By Rebecca Wildbear

My tent was ripped to shreds by the wind on the first night. I slept in my car, but the wind pried unabashedly at my heart for days. It grew colder. One morning I awoke to a white landscape, later melted by the midday sun.

The sagebrush pulled me close, less than thirty yards from my car. Its sweet scent nourished me as tears began to fall. A grief I had pushed down for so long was unleashed. Falling in love with a place slated to be destroyed invited terror inside me. Visions arose of the landscape replaced by bulldozers, chemicals, lights. With my hand wrapped around a sagebrush branch, I trembled and wept.

“What can I do?” I asked the land.

“This,” I heard.

Wiping snot from my nose, I breathed between sobs.

A meadowlark came close. He sang in my ear. Surprised and deeply touched, I cried more. His melody was exquisite. I listened and waited. He sang it again and again. The beauty of his sound mingled with my grief, making it bearable.

“Thank you,” I said.

“Keep singing,” his words arose inside me.

Watching the sun fade through the clouds, his song grew faint.

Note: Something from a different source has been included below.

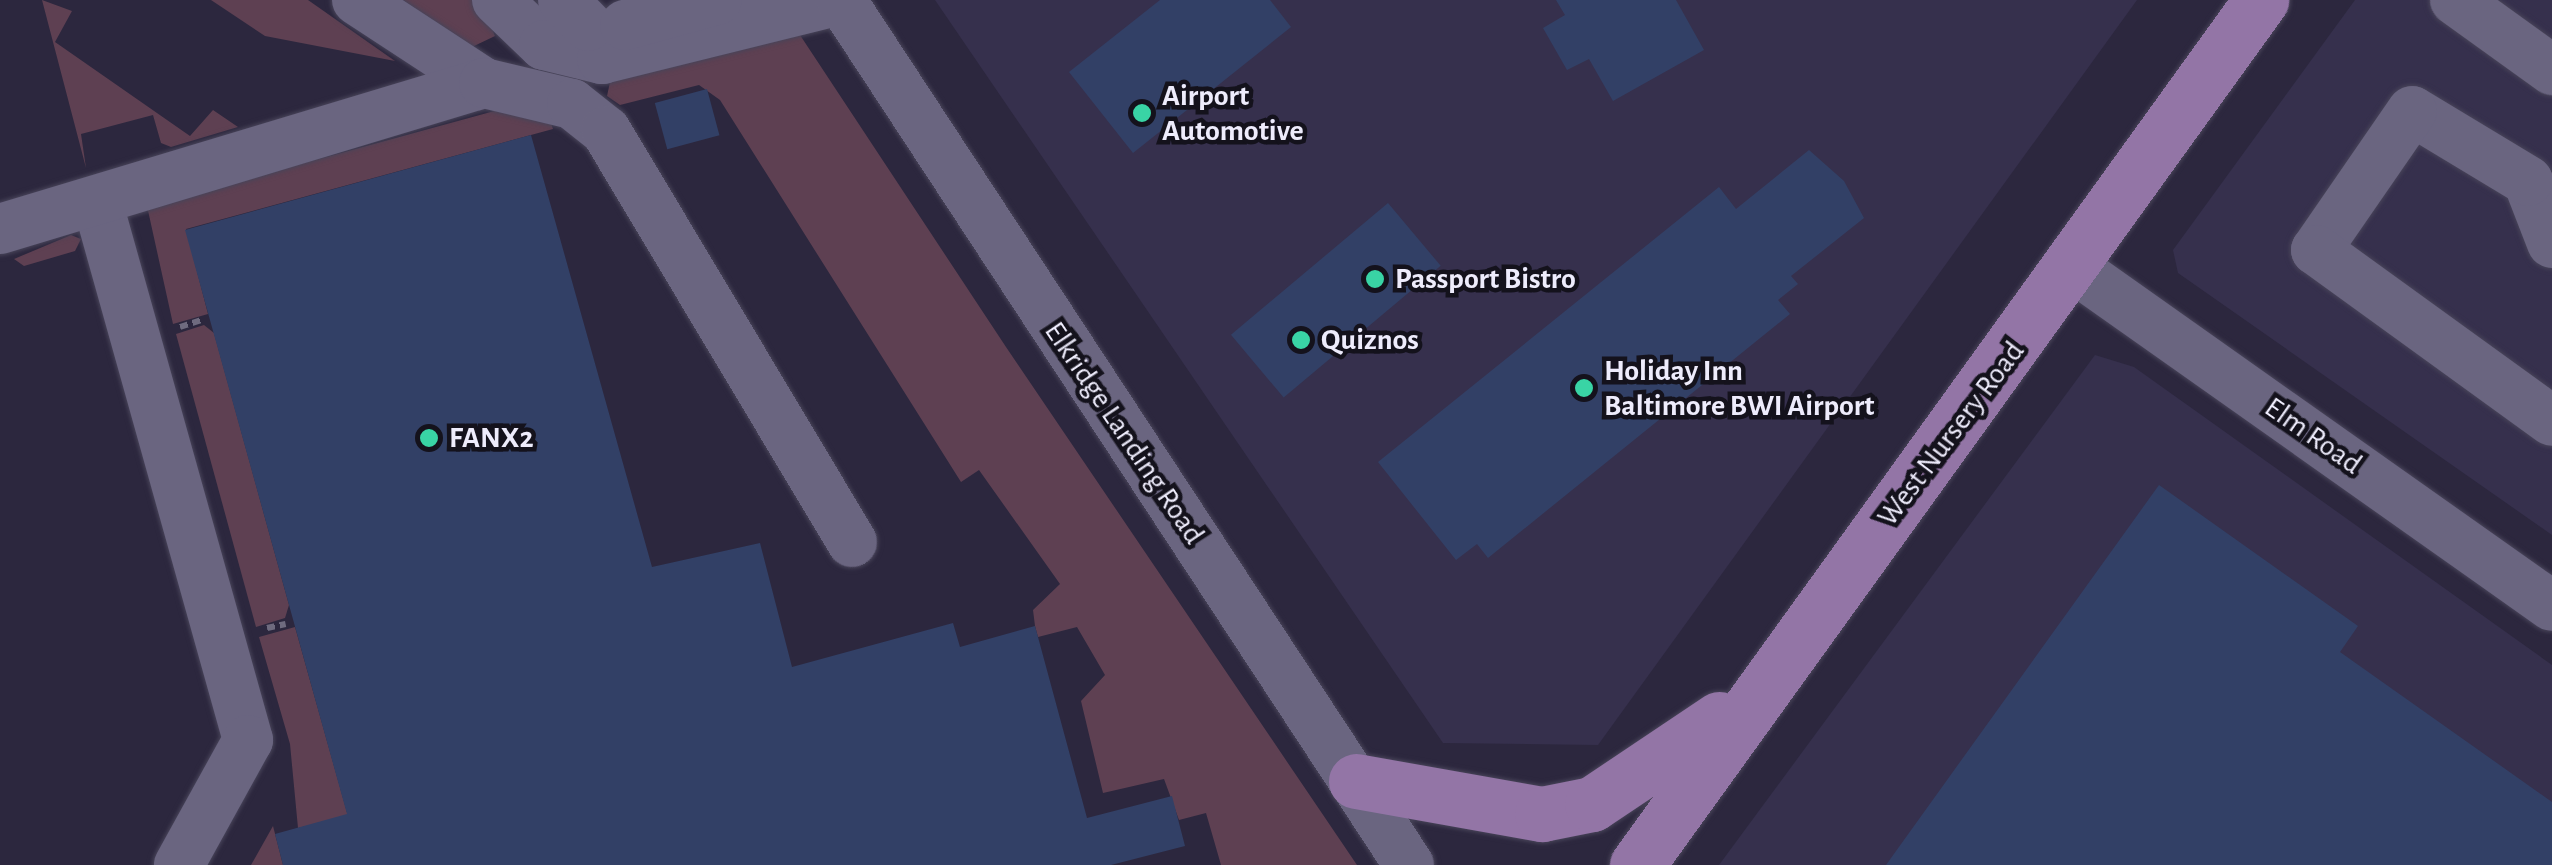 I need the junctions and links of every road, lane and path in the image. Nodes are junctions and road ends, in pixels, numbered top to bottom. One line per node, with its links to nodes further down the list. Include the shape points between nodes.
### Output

I got up to search for him and found him singing with another meadowlark in a call and response. Perched atop a tall sagebrush, his yellow breast shone brightly. A ray of sunlight, shooting through the clouds, landed on him as his wings flapped in a splendid show. Soon, the two flew off together.

My tears continued in the following days and weeks of living on this mountainside. Meadowlarks and other birds returned each day. Their songs sustained me. The sagebrush desert carpeting the mountain was covered with tiny Mormon crickets. A friend’s two-year old boy watched them with glee, following them as they jumped.

“This place is healing,” his mom said over breakfast.

My heart was mending by breaking and then stitching itself back together as strangers became friends. Those who show up to protect this mountain are becoming a community, a row house of cars—sharing meals, stories, dreams.